According to eyewitnesses, Olmert then demonstratively lit up a cigar, declaring that he was making the meeting room an official smoking room. Smoking in a non-smoking area is punishable by a $37 fine, doubled for a second offense.

Hoffman said that her complaint against Olmert for “using his powers to subvert the law,” bears a three-year prison sentence if he is convicted. She said that “in all cases in which a complaint is received by police against public officials, it goes to the police inspector-general and the attorney-general, where it is now being examined.”

City spokesman Hagai Elias said that the meeting room is part of Olmert’s office that “was declared a smoking room five years ago, and answers all the criteria required in the law.” Therefore, he said, Olmert “did not violate any law.”

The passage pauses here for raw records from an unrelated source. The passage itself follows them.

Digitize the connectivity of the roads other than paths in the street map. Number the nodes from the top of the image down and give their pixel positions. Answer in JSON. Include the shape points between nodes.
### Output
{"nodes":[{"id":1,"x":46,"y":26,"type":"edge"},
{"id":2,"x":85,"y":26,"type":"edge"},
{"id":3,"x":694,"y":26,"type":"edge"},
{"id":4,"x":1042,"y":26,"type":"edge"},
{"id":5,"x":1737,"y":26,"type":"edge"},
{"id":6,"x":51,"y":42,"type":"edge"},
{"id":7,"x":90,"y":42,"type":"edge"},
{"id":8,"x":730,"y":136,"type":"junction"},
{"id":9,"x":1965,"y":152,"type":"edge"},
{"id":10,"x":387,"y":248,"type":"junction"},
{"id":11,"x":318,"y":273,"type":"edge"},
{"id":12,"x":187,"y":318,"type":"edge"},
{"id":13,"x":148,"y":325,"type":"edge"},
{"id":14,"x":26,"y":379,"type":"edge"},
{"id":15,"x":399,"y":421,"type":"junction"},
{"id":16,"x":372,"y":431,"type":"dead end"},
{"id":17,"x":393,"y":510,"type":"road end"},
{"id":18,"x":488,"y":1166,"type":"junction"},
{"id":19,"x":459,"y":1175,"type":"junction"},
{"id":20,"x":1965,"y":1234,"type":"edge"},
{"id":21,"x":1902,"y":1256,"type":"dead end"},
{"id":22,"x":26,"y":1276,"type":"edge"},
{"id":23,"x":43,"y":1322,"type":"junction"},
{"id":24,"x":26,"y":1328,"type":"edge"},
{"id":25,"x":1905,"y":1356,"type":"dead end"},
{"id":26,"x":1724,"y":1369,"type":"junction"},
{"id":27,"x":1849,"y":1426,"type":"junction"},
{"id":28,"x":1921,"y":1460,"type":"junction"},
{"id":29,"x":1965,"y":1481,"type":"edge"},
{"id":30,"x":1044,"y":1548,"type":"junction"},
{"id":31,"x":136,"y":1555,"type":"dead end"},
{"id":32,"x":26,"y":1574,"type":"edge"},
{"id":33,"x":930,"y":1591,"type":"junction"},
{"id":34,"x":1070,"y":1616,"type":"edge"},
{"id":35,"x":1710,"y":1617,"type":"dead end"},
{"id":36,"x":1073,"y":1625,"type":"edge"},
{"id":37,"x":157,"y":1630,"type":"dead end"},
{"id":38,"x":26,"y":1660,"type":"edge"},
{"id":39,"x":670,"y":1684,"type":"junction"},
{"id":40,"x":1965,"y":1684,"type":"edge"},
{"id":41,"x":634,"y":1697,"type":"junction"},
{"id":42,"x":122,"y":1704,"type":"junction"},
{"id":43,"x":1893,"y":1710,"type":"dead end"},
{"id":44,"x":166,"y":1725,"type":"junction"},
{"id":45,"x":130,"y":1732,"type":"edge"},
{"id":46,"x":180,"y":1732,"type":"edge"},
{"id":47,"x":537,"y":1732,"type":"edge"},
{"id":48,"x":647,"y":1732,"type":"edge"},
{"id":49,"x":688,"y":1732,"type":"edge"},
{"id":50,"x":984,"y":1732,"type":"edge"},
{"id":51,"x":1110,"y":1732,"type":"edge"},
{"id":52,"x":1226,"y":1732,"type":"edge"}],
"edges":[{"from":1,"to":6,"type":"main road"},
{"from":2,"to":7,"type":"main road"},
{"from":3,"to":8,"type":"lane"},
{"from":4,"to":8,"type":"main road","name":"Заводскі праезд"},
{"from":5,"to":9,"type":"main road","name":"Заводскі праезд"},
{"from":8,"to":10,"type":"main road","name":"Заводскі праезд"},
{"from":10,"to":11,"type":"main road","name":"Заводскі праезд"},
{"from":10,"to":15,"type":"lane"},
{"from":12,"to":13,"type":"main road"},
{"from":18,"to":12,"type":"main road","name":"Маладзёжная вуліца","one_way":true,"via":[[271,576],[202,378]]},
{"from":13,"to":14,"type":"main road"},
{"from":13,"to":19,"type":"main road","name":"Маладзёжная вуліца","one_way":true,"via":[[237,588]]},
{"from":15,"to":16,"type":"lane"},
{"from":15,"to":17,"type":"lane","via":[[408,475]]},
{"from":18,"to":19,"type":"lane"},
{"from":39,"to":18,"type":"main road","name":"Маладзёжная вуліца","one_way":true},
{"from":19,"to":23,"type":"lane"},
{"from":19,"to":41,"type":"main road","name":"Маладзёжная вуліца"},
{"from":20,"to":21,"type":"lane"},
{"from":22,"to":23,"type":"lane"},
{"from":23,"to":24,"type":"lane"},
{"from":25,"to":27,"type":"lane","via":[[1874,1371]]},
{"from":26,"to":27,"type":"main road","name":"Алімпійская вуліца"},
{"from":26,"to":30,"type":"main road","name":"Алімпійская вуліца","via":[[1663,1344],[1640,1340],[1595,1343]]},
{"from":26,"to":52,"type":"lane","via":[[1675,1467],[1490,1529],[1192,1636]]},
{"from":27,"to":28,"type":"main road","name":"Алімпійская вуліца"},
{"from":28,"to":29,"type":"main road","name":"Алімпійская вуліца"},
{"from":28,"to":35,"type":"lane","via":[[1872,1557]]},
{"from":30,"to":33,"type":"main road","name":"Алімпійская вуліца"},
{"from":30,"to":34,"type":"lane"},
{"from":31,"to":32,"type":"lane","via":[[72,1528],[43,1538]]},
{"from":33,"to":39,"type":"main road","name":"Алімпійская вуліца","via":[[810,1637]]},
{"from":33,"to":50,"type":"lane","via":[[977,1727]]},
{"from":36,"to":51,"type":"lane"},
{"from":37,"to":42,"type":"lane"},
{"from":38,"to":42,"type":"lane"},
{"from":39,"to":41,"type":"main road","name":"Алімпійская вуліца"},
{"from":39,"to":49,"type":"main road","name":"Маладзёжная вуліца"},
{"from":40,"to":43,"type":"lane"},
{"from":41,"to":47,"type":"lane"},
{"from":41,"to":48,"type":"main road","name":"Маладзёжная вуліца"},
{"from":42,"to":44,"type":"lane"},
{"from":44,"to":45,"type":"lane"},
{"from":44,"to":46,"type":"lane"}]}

However Dr. Alma Avni, director of occupational health in the Health Ministry, rejected Olmert’s claim that a meeting room containing non-smokers could legally be declared a “smoking room.”

Avni, the ministry’s expert in enforcing anti-smoking laws in the workplace, said that an individual’s personal office could be declared a smoking room only if non-smokers did not enter it. “A meeting room where non-smokers sit cannot, by law, be declared a smoking room,” she said.

Asked about enforcement of the law, which was signed by Ephraim Sneh, Olmert’s successor as health minister, Avni said that it was the job of Jerusalem municipal inspectors to fine Olmert, although she admitted this was “not likely.”

Elias said that at the first meeting in which Hoffman was present, the mayor did know she had been diagnosed with cancer.